Quinazoline protonates (and methylates) at N3. Protonation induces hydration. Many mildly acidic substrates add across the C=N3 bond, these include hydrogen cyanide, sodium bisulfite, and methyl ketones.

===Hydrolysis===
In warm solution, quinazoline hydrolyzes under acidic and alkaline conditions to 2-aminobenzaldehyde (or the products of its self-condensation) and formic acid and ammonia/ammonium.

===Electrophilic and nucleophilic substitution===
The pyrimidine ring resists electrophilic substitution, although the 4-position is more reactive than the 2-position. In comparison, the benzene ring is more susceptible to electrophilic substitution. The ring position order of reactivity is 8 > 6 > 5 > 7. 2- and 4-halo derivatives of quinazoline undergo displacement by nucleophiles, such as piperidine.

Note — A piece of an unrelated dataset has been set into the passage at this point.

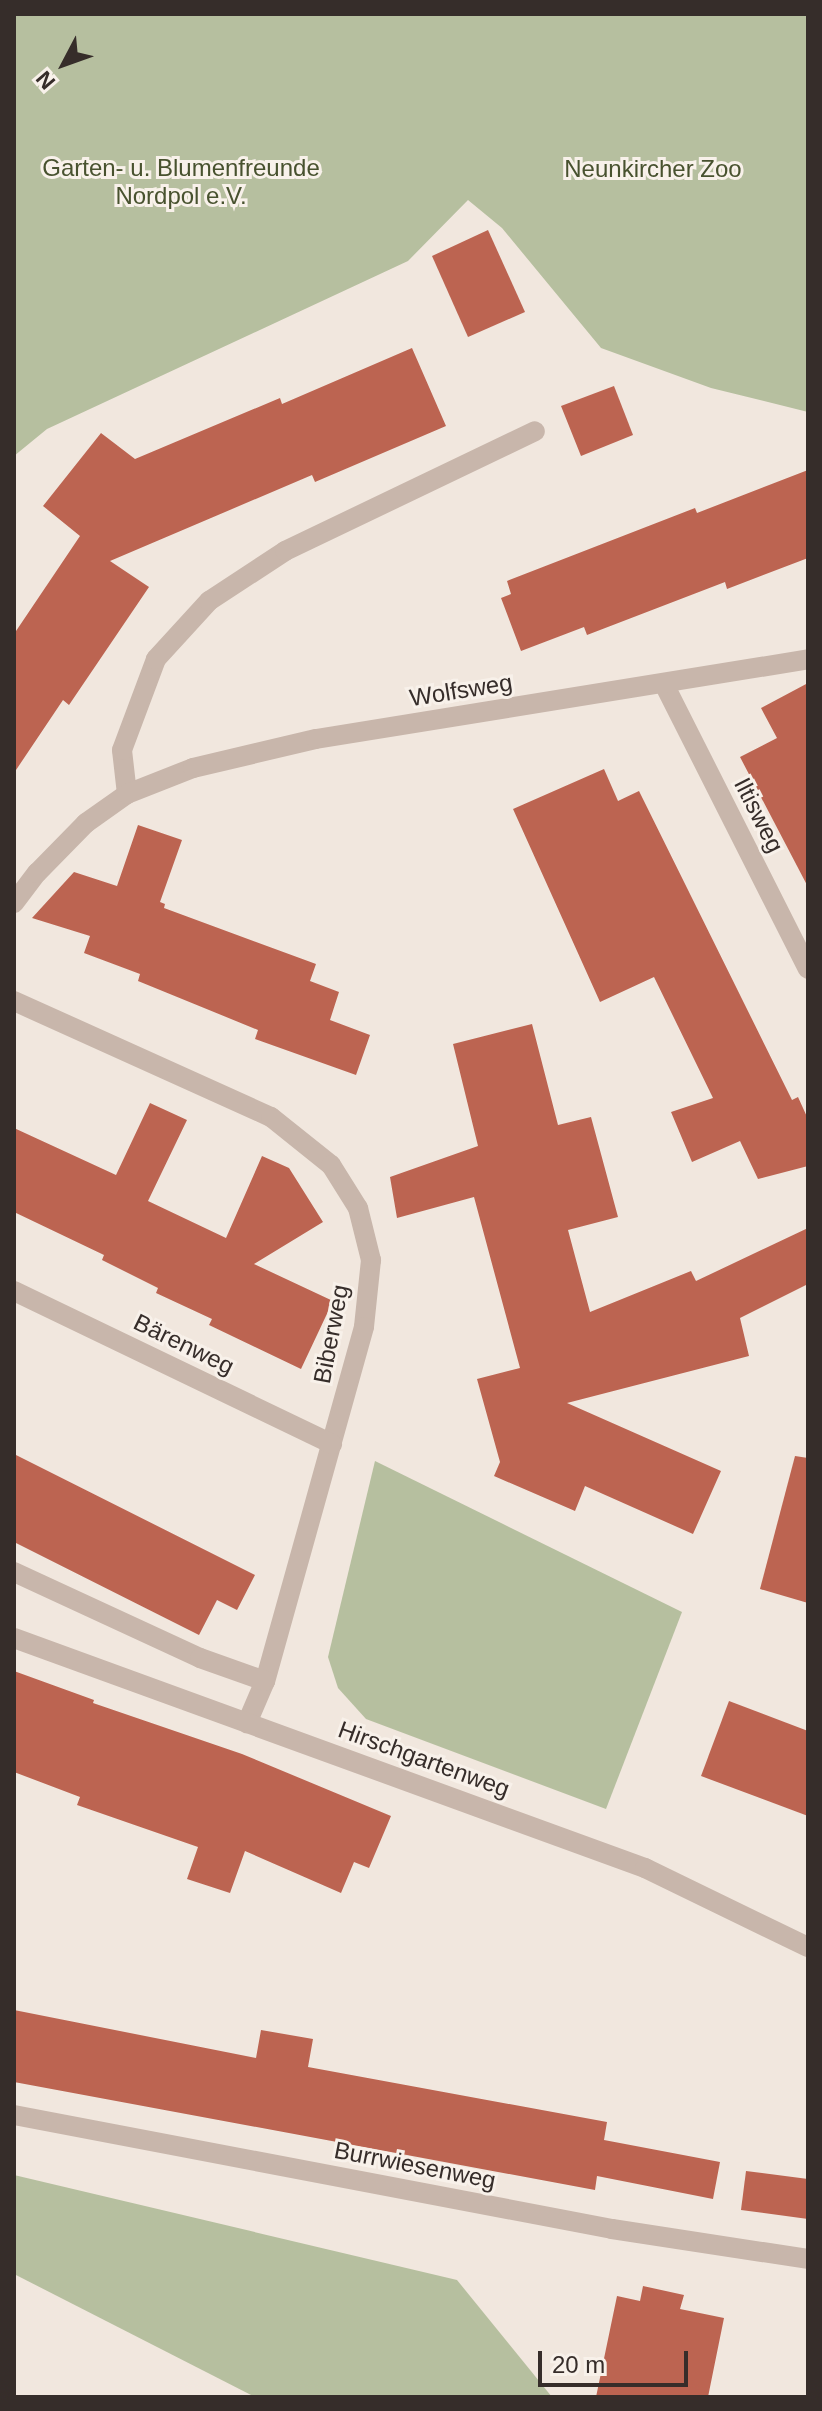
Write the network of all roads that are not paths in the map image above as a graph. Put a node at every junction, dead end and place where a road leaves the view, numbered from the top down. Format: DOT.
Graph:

==Biological and pharmacological significance==

===Gefitinib===
In May 2003, the U.S. Food and Drug Administration (FDA) approved the quinazoline gefitinib. The drug, produced by AstraZeneca, is an inhibitor of the protein kinase of epidermal growth factor receptor (EGFR). It binds to the ATP-binding site of EGFR, thus inactivating the anti-apoptotic Ras signal transduction cascade preventing further growth of cancer cells.

===Lapatinib===
In March 2007, GlaxoSmithKline's drug lapatinib was approved by the U.S. FDA to treat advanced-stage or metastatic breast cancer in combination with Roche's capecitabine. Lapatinib eliminates the growth of breast cancer stem cells that cause tumor growth. The binding of lapatinib to the ATP-binding site in the EGFR and human epidermal growth factor receptor 2 (HER2) protein kinase domains inhibits signal mechanism activation (through reversible, competitive inhibition).

===Erlotinib===
In May 2013, erlotinib, a drug manufactured by Astellas, was approved by the U.S. FDA to treat NSCLC patients with tumors caused by mutations of EGFR. The binding of erlotinib to the ATP-binding sites of the EGFR receptors prevents EGFR from producing phosphotyrosine residues (due to competitive inhibition), thus rendering the receptor incapable of generating signal cascades to promote cell growth.

===Afatinib===
In July 2013, the U.S. FDA approved afatinib, a drug developed by Boehringer Ingelheim, as an irreversible, competitive inhibitor of HER2 and EGFR kinases. While afatinib demonstrates a similar mechanism to laptinib in which it acts as an irreversible HER2 and EGFR inhibitor, afatinib has also shown activity against tyrosine kinases that have become resistant to gefinitib and erlotinib.

Quinazoline-containing drugs
Gefitinib for treatment of non-small-cell lung carcinoma.
Lapatinib for treatment of advanced-stage or metastatic breast cancer.
Erlotinib, an anti-tumor agent.
Afatinib for treatment of cancers resistant to gefinitib and erlotinib.